··· Provided records

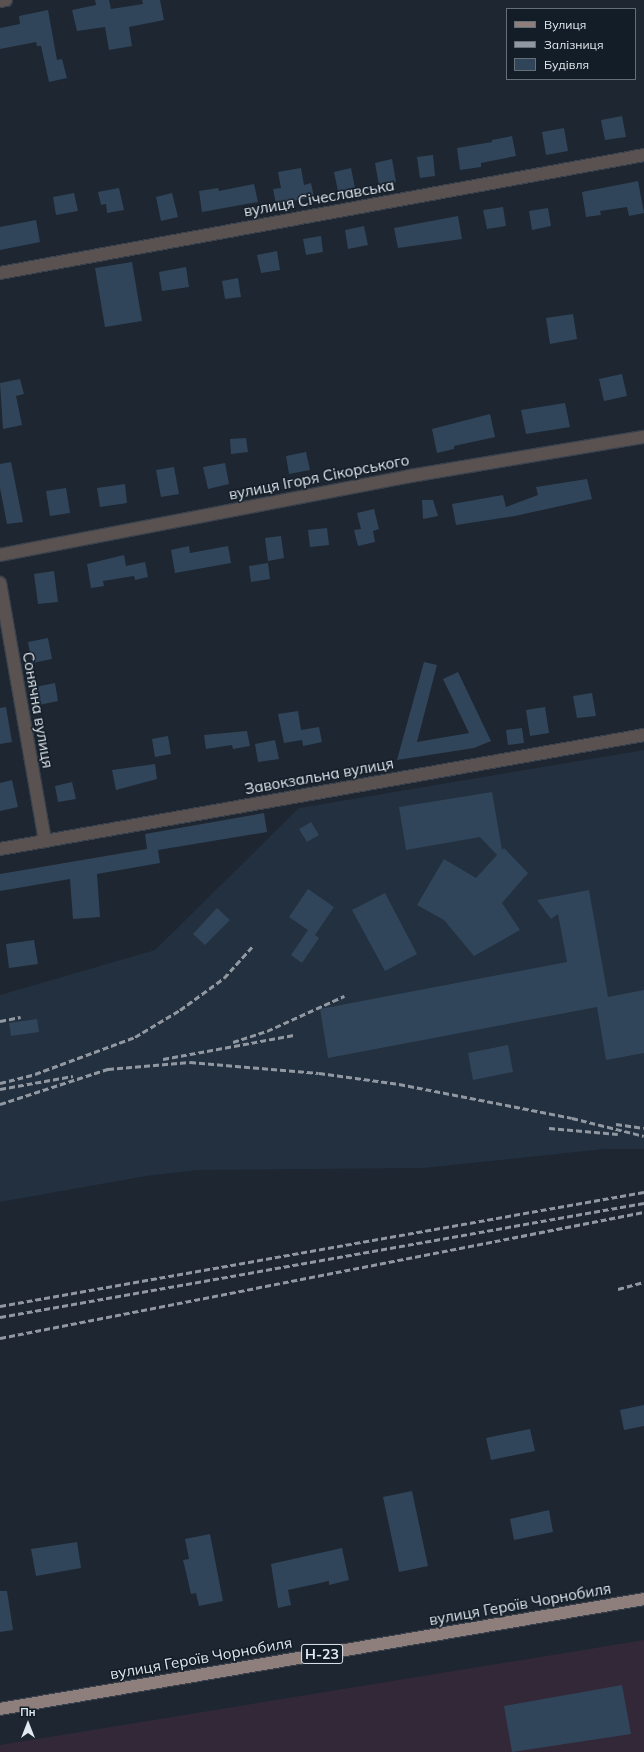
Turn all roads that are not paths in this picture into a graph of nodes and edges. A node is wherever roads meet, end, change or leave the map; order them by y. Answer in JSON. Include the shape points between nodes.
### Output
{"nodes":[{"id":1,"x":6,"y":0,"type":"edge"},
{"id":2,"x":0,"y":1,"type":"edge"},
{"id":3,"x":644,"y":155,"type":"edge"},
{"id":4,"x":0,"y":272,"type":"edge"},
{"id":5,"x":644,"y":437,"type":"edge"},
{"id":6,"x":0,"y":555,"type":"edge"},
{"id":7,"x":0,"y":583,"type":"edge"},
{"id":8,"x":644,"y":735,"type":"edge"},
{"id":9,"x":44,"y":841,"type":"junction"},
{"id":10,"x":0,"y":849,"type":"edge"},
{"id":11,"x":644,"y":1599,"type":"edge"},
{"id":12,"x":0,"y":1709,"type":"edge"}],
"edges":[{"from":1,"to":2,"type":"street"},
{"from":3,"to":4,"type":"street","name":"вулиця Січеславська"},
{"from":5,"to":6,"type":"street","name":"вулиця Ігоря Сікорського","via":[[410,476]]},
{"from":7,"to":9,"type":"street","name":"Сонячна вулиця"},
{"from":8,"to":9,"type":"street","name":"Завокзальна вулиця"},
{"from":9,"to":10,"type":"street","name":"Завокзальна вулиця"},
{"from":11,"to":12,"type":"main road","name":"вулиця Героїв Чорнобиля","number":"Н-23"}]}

······
··· Provided records

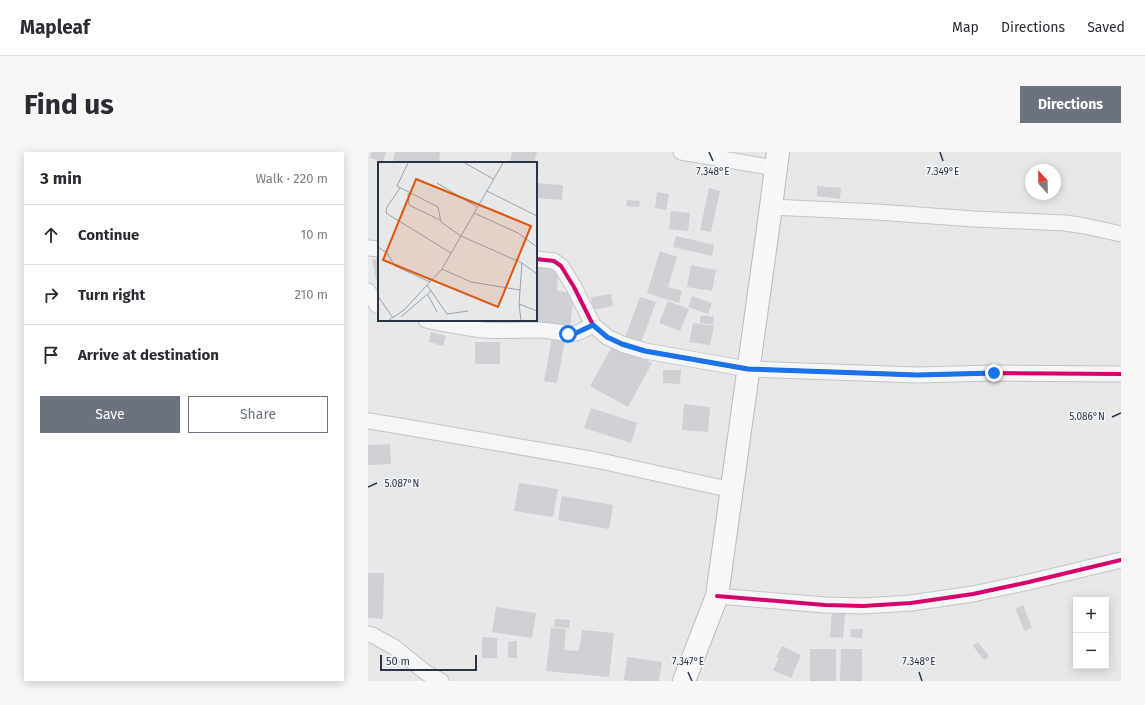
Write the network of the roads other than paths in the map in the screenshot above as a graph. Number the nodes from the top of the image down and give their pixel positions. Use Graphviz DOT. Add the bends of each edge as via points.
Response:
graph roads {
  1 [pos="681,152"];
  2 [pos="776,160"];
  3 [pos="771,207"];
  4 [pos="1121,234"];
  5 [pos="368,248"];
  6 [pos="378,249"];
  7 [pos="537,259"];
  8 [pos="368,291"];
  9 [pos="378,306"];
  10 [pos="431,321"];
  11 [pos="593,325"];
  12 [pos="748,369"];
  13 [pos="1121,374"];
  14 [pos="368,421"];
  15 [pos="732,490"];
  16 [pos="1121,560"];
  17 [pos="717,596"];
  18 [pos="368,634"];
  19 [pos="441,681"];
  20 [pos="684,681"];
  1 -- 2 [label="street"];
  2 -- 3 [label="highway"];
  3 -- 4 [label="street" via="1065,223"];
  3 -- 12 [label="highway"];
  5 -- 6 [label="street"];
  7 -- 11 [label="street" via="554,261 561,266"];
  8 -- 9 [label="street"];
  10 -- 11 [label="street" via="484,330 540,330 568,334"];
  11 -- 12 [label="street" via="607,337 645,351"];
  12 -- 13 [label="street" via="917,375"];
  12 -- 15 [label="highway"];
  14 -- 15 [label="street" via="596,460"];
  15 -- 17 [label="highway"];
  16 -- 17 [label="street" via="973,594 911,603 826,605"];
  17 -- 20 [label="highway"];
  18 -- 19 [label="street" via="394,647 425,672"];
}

······

◆ Prompt:
Lines in the data above may contain the word "paths"; count them and give only the number.

◆ Final answer:
2